I bought a Navio+ awhile ago (before the Navio2) and now i want to put it to use on my current tractor project. I’ve been wading through the documentation and forums. I suspect that there’s a lot that I’m going to have to learn the hard way but I’ll welcome pointers that will speed me along.

My first (23HP) tractor controller was initially an Arduino with local analog joystick, and then a BeagleBone running ROS. I used SwiftNav Piksi RTK GPS for positioning and my own (really bad) code to attempt to control it without an IMU. (I tried using a RAZOR but didn’t isolate it from vibration sufficiently.)

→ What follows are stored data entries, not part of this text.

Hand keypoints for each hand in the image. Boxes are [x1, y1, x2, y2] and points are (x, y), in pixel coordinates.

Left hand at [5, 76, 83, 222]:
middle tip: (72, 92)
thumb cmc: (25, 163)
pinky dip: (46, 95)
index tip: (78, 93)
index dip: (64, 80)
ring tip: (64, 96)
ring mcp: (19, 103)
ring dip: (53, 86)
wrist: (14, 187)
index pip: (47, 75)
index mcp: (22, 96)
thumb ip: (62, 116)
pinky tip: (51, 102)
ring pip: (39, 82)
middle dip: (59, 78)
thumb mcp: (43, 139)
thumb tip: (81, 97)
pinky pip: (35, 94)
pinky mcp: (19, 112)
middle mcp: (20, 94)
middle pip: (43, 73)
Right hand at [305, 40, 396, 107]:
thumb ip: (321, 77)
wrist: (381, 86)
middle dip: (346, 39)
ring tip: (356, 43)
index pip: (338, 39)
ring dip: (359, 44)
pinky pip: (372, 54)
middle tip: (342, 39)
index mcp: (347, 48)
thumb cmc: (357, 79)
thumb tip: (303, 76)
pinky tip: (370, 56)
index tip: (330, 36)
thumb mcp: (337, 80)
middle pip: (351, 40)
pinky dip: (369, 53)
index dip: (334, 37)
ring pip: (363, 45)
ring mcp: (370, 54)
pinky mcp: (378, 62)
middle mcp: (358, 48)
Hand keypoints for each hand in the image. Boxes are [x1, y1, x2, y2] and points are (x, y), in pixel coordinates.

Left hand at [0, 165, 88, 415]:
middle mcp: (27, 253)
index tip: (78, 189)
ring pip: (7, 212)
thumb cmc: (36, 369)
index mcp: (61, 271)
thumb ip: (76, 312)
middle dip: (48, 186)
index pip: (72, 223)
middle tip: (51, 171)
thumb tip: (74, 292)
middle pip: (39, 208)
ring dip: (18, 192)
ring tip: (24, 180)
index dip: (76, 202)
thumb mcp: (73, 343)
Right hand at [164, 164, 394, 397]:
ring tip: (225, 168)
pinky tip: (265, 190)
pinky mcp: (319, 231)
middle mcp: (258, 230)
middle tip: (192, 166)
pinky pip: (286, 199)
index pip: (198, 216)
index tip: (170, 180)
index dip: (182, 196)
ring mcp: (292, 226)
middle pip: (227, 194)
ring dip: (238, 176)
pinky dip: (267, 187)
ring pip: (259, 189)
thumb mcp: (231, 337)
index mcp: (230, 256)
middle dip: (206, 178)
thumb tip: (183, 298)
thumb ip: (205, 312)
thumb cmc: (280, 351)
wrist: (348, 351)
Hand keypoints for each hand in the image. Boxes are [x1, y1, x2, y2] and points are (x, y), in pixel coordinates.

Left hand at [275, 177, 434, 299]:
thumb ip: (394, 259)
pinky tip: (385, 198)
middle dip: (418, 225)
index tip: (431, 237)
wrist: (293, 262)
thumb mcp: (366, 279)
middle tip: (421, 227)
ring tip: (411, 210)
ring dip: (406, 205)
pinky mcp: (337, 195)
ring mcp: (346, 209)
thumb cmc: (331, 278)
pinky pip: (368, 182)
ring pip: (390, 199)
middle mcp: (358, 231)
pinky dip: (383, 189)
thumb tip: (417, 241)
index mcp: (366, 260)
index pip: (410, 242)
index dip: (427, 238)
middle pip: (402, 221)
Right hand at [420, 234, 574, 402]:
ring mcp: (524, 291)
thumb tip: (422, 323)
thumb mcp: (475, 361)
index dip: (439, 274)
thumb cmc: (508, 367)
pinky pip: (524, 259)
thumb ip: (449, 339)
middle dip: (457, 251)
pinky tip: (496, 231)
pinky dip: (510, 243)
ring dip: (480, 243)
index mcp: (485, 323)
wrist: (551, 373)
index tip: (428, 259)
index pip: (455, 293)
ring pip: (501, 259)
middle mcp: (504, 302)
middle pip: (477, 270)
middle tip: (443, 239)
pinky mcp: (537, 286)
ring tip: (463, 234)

For this (140HP) tractor, I decided to use hardware I can easily run from my laptop for testing. I’m using a LabJack (U3-HV) to control the hydraulic steering and electric clutch. This has been great for quickly trying new algorithms to make steering control more precise. For testing, I’m using a Tinkerforge IMU Brick 2.0 as a compass. I’m running ROS with my own (bad) code again, but it’s been a lot of fun to be able to input a direction and have it turn and track. (The continuously self-calibrated compass output of the IMU Brick 2.0 is incredibly solid. It’s amazing to watch after using the RAZOR.)

The H-bridge I was using for my clutch could not handle the high current. I just received a new one that should handle it easily, and I have a three-day weekend to work on this project. I want to make some major progress but I’d also like to get started with the Navio+, which still intimidates me.

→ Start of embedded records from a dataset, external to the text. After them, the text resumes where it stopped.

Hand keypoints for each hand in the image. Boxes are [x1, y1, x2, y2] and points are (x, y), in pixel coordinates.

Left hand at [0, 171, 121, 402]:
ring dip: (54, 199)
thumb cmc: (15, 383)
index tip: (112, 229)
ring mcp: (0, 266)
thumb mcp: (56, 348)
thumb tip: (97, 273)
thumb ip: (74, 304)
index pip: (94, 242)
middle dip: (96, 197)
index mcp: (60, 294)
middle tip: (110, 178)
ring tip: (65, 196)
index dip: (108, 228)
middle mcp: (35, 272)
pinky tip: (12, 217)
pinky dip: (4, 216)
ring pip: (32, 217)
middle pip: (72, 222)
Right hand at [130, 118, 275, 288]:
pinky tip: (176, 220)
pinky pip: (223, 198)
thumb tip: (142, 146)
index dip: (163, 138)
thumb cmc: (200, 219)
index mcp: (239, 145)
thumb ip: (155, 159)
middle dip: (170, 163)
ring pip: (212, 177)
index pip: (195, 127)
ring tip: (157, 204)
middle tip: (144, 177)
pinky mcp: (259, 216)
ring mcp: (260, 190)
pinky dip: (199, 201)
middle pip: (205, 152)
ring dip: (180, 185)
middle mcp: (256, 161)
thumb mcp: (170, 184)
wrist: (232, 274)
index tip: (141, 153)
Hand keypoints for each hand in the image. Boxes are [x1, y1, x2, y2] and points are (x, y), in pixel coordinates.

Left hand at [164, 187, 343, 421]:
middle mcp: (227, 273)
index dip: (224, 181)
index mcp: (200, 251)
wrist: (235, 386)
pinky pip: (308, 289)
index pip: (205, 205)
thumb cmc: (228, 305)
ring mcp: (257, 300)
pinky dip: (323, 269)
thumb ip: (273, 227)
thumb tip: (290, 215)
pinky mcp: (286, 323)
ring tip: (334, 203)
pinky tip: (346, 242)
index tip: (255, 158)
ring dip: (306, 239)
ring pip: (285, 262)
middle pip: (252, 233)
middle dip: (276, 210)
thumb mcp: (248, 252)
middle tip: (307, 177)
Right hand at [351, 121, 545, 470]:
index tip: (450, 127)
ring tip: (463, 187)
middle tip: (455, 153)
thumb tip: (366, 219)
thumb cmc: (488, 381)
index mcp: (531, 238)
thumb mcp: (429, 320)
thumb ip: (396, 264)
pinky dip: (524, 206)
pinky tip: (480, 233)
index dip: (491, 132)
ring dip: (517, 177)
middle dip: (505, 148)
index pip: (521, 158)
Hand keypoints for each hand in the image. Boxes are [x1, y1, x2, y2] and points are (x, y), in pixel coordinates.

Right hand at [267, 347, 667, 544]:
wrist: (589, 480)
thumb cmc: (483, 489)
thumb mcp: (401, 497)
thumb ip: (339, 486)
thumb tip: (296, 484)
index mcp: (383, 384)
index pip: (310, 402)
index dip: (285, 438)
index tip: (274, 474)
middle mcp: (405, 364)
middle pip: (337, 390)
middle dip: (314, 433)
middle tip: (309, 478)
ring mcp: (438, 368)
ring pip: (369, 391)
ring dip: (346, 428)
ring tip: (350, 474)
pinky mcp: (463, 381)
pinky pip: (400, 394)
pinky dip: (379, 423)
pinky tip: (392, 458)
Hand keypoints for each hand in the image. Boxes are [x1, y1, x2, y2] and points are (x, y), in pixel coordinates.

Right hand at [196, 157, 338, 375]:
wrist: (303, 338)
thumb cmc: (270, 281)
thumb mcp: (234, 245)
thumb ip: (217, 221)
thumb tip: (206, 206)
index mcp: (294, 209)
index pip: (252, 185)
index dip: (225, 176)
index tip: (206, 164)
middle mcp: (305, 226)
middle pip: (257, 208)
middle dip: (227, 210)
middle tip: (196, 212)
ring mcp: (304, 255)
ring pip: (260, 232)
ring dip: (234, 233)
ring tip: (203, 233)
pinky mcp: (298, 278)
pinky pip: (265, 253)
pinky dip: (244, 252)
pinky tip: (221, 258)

I have a couple of NVS-08C dual RTK GPS receivers. I have not played with them much at all yet. I also have an account with Indiana DOT to receive RTCM.

So…here are the issues I hope to tackle this weekend:

  1. I don’t want or need servo output. Speed control is simply engaging/disengaging the clutch. (Throttle comes later.) Steering is non-trivial control of the (open-center) hydraulic valve with feedback from a position sensor.

Can I simply ignore the servo outputs and push their values somewhere else? Publishing them to ROS would be easy. Then I could run the clutch and steering nodes on the Navio+ to communicate with the LabJack. It looks like the CCtronics firmware might provide all that I need.

Is there another way to get the speed/steer data without changing the Navio+ code? I suspect I could constantly getPWM() to see what the PCA9685 is doing but that seems horribly inefficient.

If I can’t do this, I might ditch the Labjack and put the control code in an Arduino, controlled by the servo outputs. It’s a reasonable solution but I’d much rather have all my code in the Pi.

  1. Do I have to have a radio control? I do have a FlySky FS-GT2B but it does not appear to have PPM output. It looks like SBUS is the way to go if I buy a new radio but I’d have to toss out my Navio+ and get a Navio2 to handle that. I’d rather just avoid R/C altogether.

  2. Must I use telemetry? I do have a couple of 3DR radios (for the Piksis) but I want to run everything off IP. (And I need miles of range.) It looks like APM can run over UDP (“TCP or UDP can be used instead of serial ports”) so I’m hoping this is straightforward.

Eventually I’ll want to add a bunch more controls: engine start/stop, PTO, hydraulics, etc. And there will be cameras. I’m inclined to run everything through ROS

  1. I have the Navio+ mounted to a Pi 2 but I also have a Pi 3. I got the rainbow screen trying to use the current Emlid image on the Pi 3. Then I found the requests for Pi 3 support in the forum. I trust that it will come soon. I’m tempted to try updating the current image to make it work. I’d like to have the extra power for the other stuff I want to run on the Pi.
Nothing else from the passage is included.